§ Data to process
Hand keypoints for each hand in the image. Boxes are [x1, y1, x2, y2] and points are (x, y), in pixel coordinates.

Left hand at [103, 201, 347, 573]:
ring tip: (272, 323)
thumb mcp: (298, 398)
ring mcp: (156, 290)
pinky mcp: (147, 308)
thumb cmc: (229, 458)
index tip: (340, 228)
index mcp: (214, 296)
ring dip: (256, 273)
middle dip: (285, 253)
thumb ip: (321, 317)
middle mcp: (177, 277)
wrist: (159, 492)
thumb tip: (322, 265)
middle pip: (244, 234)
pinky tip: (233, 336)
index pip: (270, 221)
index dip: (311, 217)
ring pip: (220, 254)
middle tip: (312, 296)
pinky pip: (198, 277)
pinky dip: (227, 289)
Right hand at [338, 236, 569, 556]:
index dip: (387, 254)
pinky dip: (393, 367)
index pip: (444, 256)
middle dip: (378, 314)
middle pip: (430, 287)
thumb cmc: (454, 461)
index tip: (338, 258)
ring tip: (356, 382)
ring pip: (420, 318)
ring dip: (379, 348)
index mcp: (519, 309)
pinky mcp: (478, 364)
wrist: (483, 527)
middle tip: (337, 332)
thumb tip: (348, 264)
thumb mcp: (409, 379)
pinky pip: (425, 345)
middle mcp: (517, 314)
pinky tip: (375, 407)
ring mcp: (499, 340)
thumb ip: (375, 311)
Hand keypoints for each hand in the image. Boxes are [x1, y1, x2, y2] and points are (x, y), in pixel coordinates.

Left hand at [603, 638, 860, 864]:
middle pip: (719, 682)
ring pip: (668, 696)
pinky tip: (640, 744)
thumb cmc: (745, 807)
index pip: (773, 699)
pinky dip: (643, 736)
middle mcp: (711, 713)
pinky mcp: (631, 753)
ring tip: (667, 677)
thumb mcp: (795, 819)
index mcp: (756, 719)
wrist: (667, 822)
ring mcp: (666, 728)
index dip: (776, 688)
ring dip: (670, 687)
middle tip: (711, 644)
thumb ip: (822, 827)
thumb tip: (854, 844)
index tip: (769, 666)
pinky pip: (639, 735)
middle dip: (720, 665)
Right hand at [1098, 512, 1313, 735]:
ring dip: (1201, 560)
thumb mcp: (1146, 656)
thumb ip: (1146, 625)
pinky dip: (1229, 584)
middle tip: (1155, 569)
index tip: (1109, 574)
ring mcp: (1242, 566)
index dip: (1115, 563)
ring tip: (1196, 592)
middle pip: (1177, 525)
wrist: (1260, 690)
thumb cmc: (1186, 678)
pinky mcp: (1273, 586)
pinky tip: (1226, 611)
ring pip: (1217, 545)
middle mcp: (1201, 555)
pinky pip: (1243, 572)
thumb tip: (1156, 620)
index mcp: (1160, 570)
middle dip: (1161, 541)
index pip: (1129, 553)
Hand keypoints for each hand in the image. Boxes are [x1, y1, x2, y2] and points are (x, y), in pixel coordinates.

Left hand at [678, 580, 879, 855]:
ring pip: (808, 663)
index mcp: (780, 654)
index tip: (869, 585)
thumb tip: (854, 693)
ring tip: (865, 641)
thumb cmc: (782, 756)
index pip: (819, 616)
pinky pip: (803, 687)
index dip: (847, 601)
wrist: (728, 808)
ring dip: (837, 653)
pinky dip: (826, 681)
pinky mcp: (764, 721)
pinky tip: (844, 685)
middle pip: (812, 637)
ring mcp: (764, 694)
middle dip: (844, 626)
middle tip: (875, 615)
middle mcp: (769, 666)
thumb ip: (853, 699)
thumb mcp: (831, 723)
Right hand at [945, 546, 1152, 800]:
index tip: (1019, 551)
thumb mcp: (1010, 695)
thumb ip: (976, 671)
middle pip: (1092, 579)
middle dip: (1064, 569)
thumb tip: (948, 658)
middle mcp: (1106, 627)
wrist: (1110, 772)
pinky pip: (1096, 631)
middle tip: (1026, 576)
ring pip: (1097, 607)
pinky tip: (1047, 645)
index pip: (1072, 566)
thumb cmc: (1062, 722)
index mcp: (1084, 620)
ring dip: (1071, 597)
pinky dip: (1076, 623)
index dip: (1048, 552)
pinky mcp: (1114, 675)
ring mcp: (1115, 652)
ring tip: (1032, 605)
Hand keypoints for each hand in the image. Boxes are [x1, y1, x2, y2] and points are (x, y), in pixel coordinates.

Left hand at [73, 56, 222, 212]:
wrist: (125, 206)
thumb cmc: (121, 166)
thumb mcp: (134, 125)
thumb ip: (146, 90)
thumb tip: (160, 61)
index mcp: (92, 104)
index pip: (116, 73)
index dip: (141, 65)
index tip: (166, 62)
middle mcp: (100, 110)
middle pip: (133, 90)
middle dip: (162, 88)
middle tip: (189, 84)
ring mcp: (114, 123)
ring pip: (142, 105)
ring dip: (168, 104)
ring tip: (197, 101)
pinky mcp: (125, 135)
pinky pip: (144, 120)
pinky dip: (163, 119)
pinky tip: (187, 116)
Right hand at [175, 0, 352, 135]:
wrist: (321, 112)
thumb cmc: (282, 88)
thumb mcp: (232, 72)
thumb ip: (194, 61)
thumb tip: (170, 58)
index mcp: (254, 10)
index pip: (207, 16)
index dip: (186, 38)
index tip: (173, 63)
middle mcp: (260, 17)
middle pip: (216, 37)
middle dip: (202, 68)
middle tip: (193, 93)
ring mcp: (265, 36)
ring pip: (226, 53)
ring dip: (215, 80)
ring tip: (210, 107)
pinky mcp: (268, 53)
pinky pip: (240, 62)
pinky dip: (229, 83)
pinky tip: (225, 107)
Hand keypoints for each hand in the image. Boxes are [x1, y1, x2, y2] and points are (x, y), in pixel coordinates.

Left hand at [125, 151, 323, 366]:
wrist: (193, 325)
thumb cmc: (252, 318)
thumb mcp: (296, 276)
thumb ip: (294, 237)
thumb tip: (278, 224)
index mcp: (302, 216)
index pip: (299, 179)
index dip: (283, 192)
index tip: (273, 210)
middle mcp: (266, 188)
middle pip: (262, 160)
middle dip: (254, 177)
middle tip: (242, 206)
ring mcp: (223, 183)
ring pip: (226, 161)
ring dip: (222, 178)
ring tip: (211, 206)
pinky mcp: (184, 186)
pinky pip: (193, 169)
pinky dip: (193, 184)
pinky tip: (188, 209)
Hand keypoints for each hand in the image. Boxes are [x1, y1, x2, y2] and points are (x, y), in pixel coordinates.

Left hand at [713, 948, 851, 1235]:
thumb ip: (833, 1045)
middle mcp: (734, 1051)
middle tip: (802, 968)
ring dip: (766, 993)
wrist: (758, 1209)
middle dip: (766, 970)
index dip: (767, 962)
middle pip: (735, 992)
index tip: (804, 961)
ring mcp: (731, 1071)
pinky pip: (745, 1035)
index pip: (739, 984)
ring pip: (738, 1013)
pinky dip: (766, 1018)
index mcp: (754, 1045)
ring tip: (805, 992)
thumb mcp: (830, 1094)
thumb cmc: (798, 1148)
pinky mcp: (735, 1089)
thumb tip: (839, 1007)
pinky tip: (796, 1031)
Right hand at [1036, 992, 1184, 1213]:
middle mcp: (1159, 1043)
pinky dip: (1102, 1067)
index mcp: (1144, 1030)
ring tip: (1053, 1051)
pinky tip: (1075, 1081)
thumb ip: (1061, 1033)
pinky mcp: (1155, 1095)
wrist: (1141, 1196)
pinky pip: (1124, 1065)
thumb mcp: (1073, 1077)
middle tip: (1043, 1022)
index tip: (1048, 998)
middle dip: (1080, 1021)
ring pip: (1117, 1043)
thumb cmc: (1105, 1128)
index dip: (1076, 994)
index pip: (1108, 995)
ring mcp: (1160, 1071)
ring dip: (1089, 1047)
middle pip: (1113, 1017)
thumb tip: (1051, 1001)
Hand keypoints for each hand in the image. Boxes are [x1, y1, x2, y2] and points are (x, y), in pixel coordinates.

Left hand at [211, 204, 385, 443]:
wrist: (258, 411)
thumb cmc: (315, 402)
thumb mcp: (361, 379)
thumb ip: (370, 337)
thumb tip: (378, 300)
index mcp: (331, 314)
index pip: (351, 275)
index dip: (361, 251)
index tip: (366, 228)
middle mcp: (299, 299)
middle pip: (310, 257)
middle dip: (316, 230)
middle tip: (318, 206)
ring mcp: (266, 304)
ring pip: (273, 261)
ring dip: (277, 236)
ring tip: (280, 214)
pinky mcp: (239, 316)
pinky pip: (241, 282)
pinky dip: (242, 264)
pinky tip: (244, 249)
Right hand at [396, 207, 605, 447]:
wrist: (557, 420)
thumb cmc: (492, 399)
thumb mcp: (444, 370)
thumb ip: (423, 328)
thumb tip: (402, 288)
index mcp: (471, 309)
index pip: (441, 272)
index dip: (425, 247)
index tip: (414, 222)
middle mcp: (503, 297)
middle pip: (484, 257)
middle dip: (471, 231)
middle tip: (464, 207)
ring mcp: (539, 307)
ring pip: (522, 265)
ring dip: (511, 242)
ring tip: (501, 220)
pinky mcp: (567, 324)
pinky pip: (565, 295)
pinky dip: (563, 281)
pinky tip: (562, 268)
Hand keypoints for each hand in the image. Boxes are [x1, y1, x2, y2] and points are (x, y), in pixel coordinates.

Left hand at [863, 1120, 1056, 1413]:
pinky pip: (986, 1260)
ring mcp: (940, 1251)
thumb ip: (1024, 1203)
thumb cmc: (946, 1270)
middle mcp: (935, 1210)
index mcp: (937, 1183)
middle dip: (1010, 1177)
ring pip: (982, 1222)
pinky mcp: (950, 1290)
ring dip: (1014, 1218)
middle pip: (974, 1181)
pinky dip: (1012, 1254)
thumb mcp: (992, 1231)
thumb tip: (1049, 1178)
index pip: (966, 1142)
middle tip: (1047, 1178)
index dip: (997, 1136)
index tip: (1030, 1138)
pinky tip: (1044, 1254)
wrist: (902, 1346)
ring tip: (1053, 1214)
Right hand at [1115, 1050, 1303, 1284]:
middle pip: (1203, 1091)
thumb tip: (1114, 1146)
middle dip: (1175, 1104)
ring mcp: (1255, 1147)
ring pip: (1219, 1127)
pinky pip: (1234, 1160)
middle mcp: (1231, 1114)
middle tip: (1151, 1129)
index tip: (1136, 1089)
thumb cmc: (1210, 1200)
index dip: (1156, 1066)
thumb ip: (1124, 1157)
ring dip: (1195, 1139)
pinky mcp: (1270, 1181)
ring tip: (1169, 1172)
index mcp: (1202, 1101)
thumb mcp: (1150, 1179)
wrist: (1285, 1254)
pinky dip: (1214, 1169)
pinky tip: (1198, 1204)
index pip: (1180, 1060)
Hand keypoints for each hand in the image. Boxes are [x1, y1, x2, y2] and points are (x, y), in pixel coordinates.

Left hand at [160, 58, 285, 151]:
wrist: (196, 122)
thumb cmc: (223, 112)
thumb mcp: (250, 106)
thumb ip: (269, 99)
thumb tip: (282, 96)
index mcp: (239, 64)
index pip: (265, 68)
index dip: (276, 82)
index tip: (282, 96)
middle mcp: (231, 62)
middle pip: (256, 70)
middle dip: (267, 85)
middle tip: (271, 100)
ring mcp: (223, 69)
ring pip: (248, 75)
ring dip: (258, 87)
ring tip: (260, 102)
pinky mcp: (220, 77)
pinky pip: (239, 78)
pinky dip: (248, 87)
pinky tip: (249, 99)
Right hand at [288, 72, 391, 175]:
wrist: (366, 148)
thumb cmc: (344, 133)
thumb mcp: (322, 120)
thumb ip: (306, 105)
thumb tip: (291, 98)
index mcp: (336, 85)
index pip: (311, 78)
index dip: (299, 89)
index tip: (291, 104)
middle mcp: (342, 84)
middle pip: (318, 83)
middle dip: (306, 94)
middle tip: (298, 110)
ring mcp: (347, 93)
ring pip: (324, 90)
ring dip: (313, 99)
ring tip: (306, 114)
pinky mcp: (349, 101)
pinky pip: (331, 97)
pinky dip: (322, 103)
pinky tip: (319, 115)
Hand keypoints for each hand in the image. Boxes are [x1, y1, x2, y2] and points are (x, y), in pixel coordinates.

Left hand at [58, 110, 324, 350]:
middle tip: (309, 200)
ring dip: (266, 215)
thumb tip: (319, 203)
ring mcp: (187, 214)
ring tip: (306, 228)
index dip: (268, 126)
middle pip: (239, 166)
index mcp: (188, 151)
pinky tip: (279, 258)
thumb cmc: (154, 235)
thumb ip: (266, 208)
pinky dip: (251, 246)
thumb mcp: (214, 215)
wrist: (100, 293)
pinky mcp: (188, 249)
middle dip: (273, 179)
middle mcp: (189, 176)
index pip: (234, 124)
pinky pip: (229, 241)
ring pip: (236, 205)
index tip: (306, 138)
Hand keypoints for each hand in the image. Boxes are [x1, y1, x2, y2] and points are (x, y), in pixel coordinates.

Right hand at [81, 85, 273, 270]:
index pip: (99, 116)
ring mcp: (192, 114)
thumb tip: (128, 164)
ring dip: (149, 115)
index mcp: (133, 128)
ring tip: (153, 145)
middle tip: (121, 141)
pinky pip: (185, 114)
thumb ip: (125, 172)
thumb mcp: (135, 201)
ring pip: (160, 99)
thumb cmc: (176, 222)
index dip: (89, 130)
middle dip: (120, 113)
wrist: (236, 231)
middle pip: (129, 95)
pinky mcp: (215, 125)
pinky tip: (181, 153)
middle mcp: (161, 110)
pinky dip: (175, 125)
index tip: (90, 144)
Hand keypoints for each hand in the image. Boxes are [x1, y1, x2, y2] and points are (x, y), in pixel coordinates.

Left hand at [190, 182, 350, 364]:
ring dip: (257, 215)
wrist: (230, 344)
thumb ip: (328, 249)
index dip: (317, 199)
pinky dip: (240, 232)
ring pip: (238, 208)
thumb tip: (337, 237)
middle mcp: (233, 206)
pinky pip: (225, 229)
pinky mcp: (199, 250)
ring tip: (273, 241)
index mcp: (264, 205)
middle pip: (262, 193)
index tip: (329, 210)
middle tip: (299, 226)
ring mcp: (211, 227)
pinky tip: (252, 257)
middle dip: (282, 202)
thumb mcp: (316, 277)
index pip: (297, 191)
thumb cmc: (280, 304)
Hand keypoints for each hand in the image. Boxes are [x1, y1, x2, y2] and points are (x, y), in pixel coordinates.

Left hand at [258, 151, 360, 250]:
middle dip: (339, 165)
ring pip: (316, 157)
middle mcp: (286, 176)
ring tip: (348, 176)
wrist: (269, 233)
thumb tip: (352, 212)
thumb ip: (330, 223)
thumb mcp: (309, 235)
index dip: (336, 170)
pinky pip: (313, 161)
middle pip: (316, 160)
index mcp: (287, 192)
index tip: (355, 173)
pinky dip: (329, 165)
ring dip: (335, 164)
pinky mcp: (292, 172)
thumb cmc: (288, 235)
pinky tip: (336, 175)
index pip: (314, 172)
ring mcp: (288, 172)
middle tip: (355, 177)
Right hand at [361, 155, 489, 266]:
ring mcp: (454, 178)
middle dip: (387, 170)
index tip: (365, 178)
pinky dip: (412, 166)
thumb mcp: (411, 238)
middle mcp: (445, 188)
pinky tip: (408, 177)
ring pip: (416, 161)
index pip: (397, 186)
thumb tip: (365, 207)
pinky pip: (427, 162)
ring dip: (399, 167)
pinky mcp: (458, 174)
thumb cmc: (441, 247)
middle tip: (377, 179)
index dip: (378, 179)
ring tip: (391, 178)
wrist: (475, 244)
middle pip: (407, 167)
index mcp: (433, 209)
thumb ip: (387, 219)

§ Exercise
Find "index pip: (739, 984)" in the entries above and copy that whole line exactly, then each line after it through the line that contains "thumb ip: (370, 337)".

§ Reply
index pip: (739, 984)
ring pip: (738, 1013)
pinky dip: (766, 1018)
index mcp: (754, 1045)
ring tip: (805, 992)
thumb mcp: (830, 1094)
thumb cmc: (798, 1148)
pinky mcp: (735, 1089)
thumb tip: (839, 1007)
pinky tip: (796, 1031)
Right hand at [1036, 992, 1184, 1213]:
middle mcp: (1159, 1043)
pinky dip: (1102, 1067)
index mcp: (1144, 1030)
ring tip: (1053, 1051)
pinky tip: (1075, 1081)
thumb ip: (1061, 1033)
pinky mcp: (1155, 1095)
wrist: (1141, 1196)
pinky pip: (1124, 1065)
thumb mcp: (1073, 1077)
middle tip: (1043, 1022)
index tip: (1048, 998)
middle dip: (1080, 1021)
ring pip: (1117, 1043)
thumb cmc: (1105, 1128)
index dip: (1076, 994)
index pip: (1108, 995)
ring mcp: (1160, 1071)
ring dip: (1089, 1047)
middle pip: (1113, 1017)
thumb tip: (1051, 1001)
Hand keypoints for each hand in the image. Boxes are [x1, y1, x2, y2] and points are (x, y), in pixel coordinates.

Left hand at [211, 204, 385, 443]:
wrist: (258, 411)
thumb cmc: (315, 402)
thumb mcp: (361, 379)
thumb ip: (370, 337)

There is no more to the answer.